Saved entries:
= = = =
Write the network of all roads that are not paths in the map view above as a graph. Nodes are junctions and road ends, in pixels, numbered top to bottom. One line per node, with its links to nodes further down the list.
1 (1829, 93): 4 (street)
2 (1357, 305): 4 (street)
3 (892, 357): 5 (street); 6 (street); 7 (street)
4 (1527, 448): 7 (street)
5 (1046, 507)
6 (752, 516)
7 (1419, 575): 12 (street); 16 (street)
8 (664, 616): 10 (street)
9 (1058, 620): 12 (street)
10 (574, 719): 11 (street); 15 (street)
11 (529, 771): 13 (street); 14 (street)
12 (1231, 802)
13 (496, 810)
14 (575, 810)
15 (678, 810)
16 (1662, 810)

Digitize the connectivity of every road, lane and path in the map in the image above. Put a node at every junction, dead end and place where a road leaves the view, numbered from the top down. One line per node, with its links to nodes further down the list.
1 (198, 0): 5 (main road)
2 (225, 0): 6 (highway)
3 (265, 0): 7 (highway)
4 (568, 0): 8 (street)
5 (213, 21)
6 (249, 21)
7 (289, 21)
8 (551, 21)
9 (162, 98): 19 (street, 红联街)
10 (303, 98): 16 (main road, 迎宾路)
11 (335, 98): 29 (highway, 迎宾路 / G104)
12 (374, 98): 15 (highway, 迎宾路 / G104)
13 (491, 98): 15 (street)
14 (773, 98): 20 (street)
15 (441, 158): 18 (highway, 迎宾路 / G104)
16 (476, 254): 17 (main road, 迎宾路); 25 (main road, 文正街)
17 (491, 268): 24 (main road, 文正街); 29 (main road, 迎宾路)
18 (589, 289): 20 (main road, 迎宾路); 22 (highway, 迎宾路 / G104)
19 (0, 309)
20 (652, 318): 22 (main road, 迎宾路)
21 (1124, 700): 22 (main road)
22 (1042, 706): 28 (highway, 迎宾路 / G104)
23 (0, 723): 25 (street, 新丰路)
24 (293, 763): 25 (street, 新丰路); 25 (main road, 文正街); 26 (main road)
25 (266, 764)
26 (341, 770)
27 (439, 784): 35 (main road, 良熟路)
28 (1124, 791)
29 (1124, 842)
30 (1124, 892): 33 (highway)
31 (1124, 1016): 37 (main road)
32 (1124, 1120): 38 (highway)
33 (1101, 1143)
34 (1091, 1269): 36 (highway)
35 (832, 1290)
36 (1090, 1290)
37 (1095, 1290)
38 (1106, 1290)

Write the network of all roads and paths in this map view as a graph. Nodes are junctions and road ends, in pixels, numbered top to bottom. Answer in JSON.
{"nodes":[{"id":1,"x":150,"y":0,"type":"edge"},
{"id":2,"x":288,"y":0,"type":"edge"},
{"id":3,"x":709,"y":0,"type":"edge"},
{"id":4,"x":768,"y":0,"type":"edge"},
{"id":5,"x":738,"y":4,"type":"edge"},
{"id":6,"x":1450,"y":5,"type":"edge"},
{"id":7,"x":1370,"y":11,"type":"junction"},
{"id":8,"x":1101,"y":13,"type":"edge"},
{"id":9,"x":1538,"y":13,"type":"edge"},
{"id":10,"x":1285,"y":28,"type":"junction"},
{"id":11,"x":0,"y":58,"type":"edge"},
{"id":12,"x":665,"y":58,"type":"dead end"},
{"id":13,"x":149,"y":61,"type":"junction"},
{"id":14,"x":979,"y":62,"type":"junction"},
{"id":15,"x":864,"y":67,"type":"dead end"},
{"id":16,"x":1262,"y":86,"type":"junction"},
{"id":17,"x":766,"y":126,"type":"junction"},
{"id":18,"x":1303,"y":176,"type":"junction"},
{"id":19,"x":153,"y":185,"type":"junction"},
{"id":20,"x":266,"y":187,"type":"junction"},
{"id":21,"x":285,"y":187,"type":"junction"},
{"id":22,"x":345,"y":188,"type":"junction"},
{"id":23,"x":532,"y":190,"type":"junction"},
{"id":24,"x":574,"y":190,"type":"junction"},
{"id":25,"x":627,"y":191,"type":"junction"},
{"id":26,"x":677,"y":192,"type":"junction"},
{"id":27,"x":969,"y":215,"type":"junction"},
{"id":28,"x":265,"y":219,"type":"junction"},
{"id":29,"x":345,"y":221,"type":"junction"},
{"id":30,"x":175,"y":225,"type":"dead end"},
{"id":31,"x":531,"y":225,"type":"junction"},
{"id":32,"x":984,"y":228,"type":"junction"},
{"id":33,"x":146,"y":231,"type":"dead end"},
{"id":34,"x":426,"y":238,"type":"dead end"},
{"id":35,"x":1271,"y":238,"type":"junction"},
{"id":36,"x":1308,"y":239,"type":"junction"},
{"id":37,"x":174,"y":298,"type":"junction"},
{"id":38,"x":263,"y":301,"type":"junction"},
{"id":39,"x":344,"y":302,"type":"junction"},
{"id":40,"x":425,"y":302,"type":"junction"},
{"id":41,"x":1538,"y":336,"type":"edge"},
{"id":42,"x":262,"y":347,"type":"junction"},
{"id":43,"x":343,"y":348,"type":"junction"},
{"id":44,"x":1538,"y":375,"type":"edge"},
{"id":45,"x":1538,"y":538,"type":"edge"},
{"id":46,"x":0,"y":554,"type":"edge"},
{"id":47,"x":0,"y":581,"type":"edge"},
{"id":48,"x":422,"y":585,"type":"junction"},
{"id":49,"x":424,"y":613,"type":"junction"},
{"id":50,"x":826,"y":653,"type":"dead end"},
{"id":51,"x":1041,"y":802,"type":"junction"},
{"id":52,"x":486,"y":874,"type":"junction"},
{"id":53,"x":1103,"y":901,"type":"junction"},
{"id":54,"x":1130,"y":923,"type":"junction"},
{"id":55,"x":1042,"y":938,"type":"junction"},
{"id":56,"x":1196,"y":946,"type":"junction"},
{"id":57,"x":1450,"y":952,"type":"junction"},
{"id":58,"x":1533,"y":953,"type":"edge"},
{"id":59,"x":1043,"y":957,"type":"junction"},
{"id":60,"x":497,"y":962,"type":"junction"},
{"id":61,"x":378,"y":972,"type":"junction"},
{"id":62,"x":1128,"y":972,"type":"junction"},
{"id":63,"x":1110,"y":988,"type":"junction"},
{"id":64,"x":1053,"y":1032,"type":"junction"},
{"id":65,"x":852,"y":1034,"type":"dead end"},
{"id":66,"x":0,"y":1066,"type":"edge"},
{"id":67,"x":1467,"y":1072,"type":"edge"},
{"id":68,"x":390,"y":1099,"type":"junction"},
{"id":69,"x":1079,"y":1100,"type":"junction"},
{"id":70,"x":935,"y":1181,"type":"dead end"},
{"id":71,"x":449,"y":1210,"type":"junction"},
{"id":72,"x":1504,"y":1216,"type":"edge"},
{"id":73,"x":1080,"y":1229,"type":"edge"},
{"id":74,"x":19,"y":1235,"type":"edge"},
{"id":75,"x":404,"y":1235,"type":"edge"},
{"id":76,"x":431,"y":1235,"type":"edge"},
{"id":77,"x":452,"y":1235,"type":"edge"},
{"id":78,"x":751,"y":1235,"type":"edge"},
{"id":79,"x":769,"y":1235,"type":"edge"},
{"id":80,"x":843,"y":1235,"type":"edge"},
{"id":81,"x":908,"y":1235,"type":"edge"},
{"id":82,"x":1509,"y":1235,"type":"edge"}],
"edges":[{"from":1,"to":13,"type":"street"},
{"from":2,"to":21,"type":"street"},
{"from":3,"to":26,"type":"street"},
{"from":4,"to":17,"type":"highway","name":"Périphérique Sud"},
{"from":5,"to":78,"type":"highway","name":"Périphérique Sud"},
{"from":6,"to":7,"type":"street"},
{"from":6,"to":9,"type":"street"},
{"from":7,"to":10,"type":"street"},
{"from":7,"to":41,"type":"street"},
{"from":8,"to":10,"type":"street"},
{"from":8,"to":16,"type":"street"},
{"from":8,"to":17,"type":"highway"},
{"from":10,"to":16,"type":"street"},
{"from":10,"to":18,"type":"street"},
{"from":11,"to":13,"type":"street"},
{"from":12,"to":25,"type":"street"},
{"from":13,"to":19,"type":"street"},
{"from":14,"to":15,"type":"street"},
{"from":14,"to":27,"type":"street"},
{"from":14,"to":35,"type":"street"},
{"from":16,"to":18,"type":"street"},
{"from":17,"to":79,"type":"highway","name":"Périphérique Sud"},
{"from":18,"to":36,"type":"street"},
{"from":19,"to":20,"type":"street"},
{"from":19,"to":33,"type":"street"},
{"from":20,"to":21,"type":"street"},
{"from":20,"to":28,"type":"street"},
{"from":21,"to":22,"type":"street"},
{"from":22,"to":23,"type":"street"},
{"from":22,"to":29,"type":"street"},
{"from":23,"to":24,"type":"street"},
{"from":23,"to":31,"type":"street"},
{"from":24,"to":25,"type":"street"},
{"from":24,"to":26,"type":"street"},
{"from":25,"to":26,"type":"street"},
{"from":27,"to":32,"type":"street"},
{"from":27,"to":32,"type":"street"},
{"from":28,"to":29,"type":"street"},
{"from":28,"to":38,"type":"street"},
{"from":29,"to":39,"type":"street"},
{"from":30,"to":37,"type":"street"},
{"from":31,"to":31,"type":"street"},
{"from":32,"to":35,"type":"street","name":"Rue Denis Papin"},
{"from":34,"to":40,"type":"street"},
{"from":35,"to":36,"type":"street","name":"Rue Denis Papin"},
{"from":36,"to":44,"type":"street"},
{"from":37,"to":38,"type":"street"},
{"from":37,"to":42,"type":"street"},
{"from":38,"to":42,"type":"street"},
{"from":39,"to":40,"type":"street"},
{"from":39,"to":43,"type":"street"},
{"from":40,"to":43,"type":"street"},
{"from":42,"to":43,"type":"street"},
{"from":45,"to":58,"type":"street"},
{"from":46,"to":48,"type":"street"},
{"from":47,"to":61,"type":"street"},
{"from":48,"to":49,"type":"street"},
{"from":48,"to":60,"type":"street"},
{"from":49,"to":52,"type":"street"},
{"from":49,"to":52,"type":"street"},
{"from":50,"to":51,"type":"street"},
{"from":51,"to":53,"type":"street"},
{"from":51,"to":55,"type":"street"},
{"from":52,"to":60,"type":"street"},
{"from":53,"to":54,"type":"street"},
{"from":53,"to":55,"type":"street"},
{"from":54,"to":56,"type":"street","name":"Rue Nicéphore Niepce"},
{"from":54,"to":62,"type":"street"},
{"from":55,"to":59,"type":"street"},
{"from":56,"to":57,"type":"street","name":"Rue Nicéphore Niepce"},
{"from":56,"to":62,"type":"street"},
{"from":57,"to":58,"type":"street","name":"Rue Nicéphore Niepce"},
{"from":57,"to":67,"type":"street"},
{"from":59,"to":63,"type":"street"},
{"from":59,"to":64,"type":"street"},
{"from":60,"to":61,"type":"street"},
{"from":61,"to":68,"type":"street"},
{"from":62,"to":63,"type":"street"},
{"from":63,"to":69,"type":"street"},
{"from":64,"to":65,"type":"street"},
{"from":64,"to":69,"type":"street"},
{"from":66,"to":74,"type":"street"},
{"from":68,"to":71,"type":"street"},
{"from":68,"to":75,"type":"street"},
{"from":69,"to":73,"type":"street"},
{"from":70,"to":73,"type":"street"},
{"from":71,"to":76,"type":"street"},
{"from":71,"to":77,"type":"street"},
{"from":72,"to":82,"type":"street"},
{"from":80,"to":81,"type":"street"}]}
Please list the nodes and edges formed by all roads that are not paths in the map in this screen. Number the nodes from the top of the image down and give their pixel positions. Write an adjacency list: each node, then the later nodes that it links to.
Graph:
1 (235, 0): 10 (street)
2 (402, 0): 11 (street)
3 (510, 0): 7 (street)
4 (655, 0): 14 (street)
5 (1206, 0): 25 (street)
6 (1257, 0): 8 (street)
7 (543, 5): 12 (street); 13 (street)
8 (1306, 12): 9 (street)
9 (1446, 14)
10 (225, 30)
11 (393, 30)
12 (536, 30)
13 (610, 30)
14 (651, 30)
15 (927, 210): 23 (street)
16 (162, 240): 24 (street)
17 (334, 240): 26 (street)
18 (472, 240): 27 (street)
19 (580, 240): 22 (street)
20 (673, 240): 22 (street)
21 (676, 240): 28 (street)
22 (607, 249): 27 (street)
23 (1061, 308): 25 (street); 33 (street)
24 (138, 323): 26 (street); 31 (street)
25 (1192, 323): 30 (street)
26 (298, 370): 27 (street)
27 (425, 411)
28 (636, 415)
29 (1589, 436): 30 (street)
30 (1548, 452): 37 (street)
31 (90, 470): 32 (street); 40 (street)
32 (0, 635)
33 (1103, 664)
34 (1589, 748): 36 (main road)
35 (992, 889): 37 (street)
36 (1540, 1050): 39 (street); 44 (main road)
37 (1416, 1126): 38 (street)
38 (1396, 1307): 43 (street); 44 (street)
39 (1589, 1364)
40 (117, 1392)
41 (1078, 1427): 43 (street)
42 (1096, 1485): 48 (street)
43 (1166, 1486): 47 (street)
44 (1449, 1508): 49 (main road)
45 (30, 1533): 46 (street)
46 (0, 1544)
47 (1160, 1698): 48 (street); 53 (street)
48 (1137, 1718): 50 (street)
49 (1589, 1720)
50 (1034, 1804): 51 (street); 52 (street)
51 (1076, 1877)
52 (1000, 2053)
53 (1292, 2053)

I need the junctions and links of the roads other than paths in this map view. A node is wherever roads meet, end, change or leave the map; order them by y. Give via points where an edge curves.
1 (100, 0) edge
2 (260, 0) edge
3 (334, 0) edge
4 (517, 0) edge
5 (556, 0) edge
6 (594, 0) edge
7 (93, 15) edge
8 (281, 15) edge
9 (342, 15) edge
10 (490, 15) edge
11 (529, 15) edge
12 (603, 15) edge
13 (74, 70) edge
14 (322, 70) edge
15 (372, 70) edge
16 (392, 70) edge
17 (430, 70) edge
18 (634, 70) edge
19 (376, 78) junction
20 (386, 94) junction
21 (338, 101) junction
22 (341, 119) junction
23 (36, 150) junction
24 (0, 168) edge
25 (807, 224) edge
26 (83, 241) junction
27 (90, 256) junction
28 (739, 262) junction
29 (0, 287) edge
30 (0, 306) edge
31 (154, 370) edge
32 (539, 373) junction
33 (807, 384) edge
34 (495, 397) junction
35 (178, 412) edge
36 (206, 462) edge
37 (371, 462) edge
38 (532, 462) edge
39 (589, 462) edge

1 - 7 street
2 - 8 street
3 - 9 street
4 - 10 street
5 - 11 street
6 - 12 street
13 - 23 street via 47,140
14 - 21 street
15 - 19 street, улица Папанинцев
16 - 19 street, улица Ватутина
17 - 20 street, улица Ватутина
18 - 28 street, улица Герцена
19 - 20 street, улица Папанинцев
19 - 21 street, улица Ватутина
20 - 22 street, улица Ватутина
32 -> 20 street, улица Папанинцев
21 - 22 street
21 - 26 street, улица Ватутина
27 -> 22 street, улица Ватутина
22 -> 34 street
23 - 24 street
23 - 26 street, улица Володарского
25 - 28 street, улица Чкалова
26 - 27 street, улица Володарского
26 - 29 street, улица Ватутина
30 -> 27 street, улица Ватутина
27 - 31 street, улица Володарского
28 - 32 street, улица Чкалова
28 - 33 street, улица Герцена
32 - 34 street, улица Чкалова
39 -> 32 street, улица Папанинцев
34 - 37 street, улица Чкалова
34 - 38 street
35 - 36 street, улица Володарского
= = = =
▸ HOW TO COMPLETE THIS TASK
Identify each line in the records above containing the word "Володарского"; copy those lines.

▸ SOLUTION TO THIS TASK
23 - 26 street, улица Володарского
26 - 27 street, улица Володарского
27 - 31 street, улица Володарского
35 - 36 street, улица Володарского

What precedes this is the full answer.